Siendo nosotros preadolescentes, nuestros padres pasaron por algunos baches económicos que en ocasiones les obligaron a llevar una vida bastante precaria.
Recuerdo que
en una ocasión nuestra madre nos hizo unas carteras de lona con un cinto cosido para llevar los libros en un
costado, como si fuéramos carteros. Nosotros las aceptamos tan contentos, sin
imaginar, -eso lo supimos años después- que no había dinero para carteras.
En una de
aquellas ocasiones en que mi padre salió, en una expresión muy suya, “a ganarse
las habichuelas”, se encontró por la calle con un niño que tenía los zapatos
tan deteriorados que podía verle los pies a través de los agujeros.
Así que
aquel día mi padre gastó el poco dinero que llevaba encima para comprarle a
aquel niño unos zapatos nuevos.
Lo más
bonito de esta historia es que muchos años después mi padre se encontró con un
joven que se le acercó y le dijo:
Mi padre se
alegró mucho ante aquel reencuentro que jamás hubiera imaginado, pues incluso
lo tenia casi perdido en la memoria, y el hecho de que tantos años después se
acordara de él y le agradeciera aquel
gesto lo emocionó y llenó de satisfacción.
Por una razón u otra, mi abuela, mi madre y mi padre no olvidaron nunca estas vivencias.
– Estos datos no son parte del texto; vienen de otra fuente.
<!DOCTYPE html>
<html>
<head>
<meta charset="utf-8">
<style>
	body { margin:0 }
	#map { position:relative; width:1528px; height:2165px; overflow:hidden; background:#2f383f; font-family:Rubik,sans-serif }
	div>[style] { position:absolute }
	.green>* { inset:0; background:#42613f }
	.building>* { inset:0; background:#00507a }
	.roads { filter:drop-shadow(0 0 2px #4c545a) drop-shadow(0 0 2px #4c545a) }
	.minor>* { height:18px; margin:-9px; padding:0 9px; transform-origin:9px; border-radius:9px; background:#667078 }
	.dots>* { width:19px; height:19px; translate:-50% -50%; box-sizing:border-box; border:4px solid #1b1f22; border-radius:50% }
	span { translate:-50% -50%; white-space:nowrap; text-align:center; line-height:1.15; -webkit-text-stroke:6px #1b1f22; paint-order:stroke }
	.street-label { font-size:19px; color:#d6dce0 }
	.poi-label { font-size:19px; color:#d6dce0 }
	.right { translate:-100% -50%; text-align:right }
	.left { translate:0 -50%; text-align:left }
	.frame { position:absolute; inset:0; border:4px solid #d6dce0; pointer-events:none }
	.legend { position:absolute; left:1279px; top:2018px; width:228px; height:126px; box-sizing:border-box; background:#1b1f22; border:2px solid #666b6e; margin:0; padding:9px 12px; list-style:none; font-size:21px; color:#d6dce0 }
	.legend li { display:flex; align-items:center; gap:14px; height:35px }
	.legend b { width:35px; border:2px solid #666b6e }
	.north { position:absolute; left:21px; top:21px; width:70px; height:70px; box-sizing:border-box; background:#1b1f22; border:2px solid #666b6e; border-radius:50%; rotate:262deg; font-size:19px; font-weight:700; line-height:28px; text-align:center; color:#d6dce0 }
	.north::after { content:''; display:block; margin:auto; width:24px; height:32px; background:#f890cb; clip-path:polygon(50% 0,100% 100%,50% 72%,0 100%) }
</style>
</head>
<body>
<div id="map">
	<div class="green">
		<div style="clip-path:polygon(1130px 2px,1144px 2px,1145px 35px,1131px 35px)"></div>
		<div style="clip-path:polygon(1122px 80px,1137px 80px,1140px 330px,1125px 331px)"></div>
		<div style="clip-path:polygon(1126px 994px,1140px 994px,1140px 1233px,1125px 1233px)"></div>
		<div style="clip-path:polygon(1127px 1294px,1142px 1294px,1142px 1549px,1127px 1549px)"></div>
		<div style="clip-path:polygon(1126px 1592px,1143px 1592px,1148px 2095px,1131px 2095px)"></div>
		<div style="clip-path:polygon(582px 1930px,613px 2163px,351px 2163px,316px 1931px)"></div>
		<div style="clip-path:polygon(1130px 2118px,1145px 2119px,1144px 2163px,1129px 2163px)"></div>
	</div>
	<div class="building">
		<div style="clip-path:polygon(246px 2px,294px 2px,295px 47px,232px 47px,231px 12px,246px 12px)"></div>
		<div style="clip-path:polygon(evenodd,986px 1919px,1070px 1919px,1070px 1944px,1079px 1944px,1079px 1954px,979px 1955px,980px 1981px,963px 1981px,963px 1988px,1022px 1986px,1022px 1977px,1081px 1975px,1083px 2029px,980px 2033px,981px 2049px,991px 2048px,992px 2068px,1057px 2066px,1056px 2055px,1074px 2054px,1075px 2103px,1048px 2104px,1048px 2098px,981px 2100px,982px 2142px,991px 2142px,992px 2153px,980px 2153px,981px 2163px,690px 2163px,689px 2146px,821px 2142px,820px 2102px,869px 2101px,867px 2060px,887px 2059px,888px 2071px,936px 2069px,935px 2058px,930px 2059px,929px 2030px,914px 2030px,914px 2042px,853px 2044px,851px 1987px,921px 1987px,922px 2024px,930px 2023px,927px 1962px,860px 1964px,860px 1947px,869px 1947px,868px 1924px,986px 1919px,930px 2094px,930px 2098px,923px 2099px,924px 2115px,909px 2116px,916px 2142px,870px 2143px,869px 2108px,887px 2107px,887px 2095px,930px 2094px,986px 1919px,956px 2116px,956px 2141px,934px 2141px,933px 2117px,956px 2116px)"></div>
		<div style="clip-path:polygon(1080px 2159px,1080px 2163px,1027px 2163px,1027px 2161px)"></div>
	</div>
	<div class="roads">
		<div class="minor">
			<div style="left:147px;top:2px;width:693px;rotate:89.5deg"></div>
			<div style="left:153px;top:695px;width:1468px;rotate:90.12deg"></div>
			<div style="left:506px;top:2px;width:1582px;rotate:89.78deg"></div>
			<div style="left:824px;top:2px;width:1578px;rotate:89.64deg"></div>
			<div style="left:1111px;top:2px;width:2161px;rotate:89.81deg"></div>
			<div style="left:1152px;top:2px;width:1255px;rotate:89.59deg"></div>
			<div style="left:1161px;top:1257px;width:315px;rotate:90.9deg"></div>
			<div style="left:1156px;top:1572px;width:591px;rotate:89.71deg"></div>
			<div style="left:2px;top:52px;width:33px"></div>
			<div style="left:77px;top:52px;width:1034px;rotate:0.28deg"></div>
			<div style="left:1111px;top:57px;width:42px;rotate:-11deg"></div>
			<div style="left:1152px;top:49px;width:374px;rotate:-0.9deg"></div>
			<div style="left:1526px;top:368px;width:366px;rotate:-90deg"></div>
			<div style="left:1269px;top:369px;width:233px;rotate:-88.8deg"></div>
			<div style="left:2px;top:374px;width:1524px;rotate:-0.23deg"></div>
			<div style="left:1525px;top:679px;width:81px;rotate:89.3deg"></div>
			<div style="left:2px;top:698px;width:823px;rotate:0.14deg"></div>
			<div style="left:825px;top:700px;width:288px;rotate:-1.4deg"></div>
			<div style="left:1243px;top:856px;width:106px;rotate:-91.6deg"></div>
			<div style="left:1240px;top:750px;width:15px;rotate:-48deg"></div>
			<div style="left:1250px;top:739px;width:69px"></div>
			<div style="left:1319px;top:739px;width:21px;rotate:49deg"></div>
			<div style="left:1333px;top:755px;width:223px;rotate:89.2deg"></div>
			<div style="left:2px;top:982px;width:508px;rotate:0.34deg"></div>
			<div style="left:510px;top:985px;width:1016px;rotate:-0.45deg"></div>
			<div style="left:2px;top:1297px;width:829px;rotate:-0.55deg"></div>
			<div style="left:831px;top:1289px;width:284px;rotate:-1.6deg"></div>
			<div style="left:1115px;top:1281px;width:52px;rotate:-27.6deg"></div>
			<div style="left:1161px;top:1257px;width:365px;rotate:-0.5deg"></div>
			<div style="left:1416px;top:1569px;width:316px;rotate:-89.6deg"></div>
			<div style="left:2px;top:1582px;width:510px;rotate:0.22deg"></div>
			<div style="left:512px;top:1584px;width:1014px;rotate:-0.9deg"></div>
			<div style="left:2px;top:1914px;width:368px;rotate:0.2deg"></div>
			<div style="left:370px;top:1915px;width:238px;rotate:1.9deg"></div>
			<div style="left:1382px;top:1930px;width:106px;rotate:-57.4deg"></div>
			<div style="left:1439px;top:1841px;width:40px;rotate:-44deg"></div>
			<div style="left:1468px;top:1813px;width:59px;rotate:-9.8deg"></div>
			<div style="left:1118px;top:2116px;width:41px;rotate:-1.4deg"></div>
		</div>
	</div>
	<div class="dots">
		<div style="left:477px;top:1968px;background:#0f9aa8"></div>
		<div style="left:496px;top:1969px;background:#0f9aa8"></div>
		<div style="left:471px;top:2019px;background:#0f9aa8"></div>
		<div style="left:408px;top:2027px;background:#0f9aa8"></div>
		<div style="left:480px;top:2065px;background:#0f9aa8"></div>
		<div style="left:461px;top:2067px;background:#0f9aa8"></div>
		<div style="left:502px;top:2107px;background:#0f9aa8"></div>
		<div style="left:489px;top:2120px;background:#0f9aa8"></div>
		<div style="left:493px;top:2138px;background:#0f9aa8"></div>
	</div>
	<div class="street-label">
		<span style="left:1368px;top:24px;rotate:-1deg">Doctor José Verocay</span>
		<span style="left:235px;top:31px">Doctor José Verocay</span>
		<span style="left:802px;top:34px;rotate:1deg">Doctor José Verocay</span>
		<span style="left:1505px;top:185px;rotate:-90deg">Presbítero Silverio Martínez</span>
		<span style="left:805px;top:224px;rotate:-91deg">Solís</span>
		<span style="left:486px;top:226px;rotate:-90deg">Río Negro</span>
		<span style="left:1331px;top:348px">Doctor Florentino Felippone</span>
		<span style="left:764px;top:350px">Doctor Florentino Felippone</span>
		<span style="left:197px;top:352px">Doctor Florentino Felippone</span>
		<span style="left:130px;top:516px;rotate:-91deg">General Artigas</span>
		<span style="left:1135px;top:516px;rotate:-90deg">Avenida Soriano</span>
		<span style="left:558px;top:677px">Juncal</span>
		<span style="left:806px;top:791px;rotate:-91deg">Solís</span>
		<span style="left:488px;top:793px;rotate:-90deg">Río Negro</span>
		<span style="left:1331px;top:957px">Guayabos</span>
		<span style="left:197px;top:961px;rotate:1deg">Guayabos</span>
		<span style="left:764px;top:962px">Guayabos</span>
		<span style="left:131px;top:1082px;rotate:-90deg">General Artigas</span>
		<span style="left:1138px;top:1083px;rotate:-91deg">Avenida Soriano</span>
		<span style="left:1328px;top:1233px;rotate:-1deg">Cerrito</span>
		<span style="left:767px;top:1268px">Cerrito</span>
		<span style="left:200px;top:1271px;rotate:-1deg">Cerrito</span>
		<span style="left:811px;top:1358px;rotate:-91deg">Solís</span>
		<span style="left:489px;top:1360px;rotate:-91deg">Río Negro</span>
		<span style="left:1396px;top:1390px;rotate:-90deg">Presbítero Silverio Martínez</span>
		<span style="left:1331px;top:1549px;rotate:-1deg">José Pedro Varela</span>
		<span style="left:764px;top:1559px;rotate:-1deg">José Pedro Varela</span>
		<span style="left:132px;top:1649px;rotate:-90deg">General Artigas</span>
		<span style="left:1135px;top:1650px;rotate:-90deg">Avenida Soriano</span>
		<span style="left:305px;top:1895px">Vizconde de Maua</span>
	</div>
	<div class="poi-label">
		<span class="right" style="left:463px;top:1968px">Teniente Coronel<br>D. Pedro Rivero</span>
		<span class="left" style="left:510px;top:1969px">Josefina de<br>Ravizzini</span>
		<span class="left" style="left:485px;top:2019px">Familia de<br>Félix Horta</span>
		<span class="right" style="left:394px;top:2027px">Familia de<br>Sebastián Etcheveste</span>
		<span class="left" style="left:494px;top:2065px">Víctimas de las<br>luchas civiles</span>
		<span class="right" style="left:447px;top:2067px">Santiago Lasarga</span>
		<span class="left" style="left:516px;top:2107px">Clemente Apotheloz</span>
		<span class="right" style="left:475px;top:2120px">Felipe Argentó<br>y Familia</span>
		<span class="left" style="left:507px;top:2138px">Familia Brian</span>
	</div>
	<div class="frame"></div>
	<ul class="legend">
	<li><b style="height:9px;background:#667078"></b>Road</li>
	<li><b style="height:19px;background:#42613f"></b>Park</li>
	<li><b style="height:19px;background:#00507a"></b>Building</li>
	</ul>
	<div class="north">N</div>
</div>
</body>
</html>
Y quizás por lo que subyace en ellas: el amor propio herido, que
puede llegar a marcar de por vida, la extraña dualidad del miedo y la fascinación con la que me
siento tan identificado, o la compasión ante el necesitado, especialmente cuando
se trata de ancianos o niños, tampoco yo las he podido olvidar.
Y hoy he
querido ponerlas por escrito para que algún día puedan ser escuchadas por sus descendientes y, de alguna forma, sigan siendo, durante muchísimos años más, recuerdos imborrables.